**** Data under study ****

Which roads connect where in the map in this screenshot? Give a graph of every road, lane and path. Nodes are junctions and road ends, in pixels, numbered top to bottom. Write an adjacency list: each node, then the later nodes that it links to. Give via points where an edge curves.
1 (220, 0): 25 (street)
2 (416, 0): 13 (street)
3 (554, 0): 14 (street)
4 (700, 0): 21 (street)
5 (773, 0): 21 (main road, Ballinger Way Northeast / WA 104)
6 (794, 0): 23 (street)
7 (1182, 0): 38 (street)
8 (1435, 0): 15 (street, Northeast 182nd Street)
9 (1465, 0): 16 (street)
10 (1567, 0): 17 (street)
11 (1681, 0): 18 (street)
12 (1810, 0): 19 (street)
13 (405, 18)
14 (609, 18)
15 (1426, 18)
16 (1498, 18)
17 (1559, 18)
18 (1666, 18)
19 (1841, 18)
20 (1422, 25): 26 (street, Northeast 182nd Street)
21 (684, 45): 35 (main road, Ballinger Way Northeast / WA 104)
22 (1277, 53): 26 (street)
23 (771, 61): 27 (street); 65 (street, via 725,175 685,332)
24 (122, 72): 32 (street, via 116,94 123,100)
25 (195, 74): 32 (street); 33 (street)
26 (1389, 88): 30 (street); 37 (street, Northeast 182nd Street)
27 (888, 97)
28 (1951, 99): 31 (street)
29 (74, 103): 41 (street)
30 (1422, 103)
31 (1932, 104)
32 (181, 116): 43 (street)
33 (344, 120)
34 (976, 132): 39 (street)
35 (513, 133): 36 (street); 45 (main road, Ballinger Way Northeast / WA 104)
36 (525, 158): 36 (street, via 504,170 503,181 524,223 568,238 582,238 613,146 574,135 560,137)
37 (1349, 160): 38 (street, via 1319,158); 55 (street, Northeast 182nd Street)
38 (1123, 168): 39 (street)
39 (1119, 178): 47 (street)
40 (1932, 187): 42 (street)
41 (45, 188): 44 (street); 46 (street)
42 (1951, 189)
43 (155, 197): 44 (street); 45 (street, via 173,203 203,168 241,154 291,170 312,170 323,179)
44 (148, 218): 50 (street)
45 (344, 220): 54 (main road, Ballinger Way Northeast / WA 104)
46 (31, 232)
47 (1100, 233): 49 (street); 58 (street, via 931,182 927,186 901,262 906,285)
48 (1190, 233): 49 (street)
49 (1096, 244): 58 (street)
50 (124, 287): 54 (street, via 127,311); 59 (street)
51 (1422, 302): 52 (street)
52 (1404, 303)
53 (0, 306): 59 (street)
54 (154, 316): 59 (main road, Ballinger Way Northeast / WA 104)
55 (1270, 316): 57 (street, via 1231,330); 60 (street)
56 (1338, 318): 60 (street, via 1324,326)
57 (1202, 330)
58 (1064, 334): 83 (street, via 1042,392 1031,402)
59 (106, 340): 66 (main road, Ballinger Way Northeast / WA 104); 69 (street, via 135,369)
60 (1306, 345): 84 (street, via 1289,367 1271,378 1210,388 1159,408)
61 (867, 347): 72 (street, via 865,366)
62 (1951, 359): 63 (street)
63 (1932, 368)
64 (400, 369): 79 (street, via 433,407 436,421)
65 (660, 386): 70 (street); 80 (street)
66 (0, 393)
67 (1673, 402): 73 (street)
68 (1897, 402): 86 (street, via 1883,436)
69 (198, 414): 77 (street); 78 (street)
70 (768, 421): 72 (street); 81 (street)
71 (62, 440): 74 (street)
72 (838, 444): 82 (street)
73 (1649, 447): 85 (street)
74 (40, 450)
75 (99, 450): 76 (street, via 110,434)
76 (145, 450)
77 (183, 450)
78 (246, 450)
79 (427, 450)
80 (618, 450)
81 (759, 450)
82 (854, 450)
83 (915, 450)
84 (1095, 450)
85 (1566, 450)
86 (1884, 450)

****

▶ What you are asked to do: From the listing above, pick out every line containing "Ballinger".

▶ Reply to the exercise:
5 (773, 0): 21 (main road, Ballinger Way Northeast / WA 104)
21 (684, 45): 35 (main road, Ballinger Way Northeast / WA 104)
35 (513, 133): 36 (street); 45 (main road, Ballinger Way Northeast / WA 104)
45 (344, 220): 54 (main road, Ballinger Way Northeast / WA 104)
54 (154, 316): 59 (main road, Ballinger Way Northeast / WA 104)
59 (106, 340): 66 (main road, Ballinger Way Northeast / WA 104); 69 (street, via 135,369)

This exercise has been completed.